> [RECORD EXCERPTS]
========================================
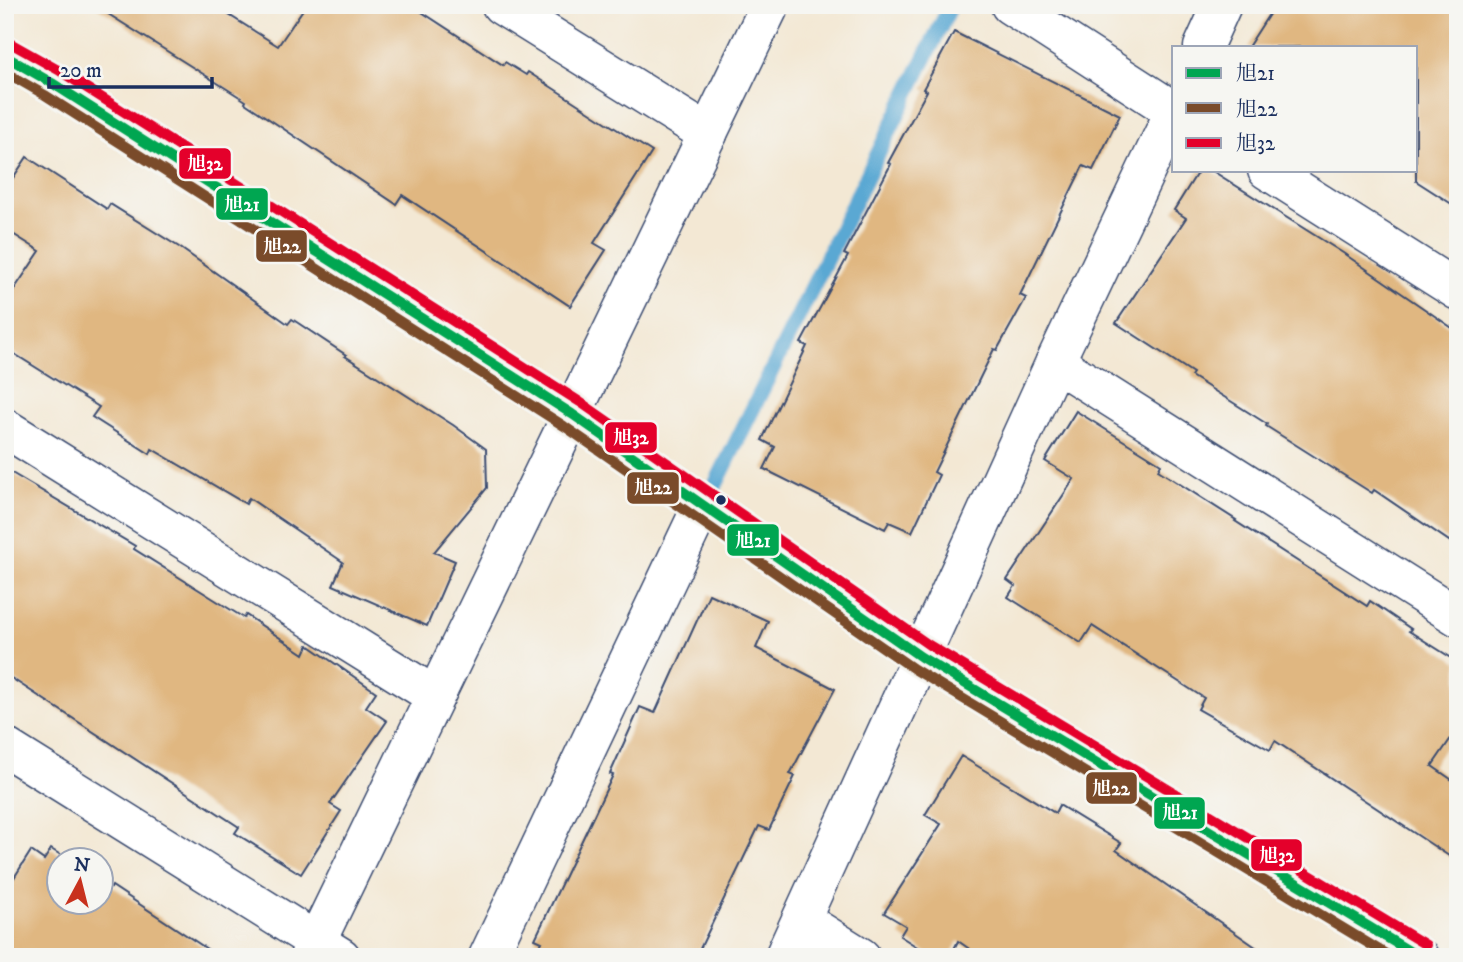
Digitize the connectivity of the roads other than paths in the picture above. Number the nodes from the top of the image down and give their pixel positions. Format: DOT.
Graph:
graph roads {
  1 [pos="500,5"];
  2 [pos="770,5"];
  3 [pos="1010,5"];
  4 [pos="1222,5"];
  5 [pos="1203,46"];
  6 [pos="5,56"];
  7 [pos="1172,110"];
  8 [pos="1172,115"];
  9 [pos="708,134"];
  10 [pos="1270,172"];
  11 [pos="1458,291"];
  12 [pos="1055,362"];
  13 [pos="572,414"];
  14 [pos="5,428"];
  15 [pos="702,506"];
  16 [pos="1458,617"];
  17 [pos="921,657"];
  18 [pos="435,696"];
  19 [pos="5,747"];
  20 [pos="802,920"];
  21 [pos="322,952"];
  22 [pos="488,957"];
  23 [pos="784,957"];
  24 [pos="860,957"];
  25 [pos="1419,957"];
  1 -- 9 [label="street"];
  2 -- 9 [label="street"];
  3 -- 7 [label="street"];
  4 -- 5 [label="street"];
  6 -- 13 [label="street"];
  8 -- 12 [label="street"];
  9 -- 13 [label="street"];
  10 -- 11 [label="street"];
  12 -- 16 [label="street"];
  12 -- 17 [label="street"];
  13 -- 15 [label="street"];
  13 -- 18 [label="street"];
  14 -- 18 [label="street"];
  15 -- 17 [label="street"];
  15 -- 22 [label="street"];
  17 -- 20 [label="street"];
  17 -- 25 [label="street"];
  18 -- 21 [label="street"];
  19 -- 21 [label="street"];
  20 -- 23 [label="street"];
  20 -- 24 [label="street"];
}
========================================
> [ACTIVITY] Copy out every line of the material above precisely, omitting the pictures.

> [YOUR SOLUTION]
Digitize the connectivity of the roads other than paths in the picture above. Number the nodes from the top of the image down and give their pixel positions. Format: DOT.
Graph:
graph roads {
  1 [pos="500,5"];
  2 [pos="770,5"];
  3 [pos="1010,5"];
  4 [pos="1222,5"];
  5 [pos="1203,46"];
  6 [pos="5,56"];
  7 [pos="1172,110"];
  8 [pos="1172,115"];
  9 [pos="708,134"];
  10 [pos="1270,172"];
  11 [pos="1458,291"];
  12 [pos="1055,362"];
  13 [pos="572,414"];
  14 [pos="5,428"];
  15 [pos="702,506"];
  16 [pos="1458,617"];
  17 [pos="921,657"];
  18 [pos="435,696"];
  19 [pos="5,747"];
  20 [pos="802,920"];
  21 [pos="322,952"];
  22 [pos="488,957"];
  23 [pos="784,957"];
  24 [pos="860,957"];
  25 [pos="1419,957"];
  1 -- 9 [label="street"];
  2 -- 9 [label="street"];
  3 -- 7 [label="street"];
  4 -- 5 [label="street"];
  6 -- 13 [label="street"];
  8 -- 12 [label="street"];
  9 -- 13 [label="street"];
  10 -- 11 [label="street"];
  12 -- 16 [label="street"];
  12 -- 17 [label="street"];
  13 -- 15 [label="street"];
  13 -- 18 [label="street"];
  14 -- 18 [label="street"];
  15 -- 17 [label="street"];
  15 -- 22 [label="street"];
  17 -- 20 [label="street"];
  17 -- 25 [label="street"];
  18 -- 21 [label="street"];
  19 -- 21 [label="street"];
  20 -- 23 [label="street"];
  20 -- 24 [label="street"];
}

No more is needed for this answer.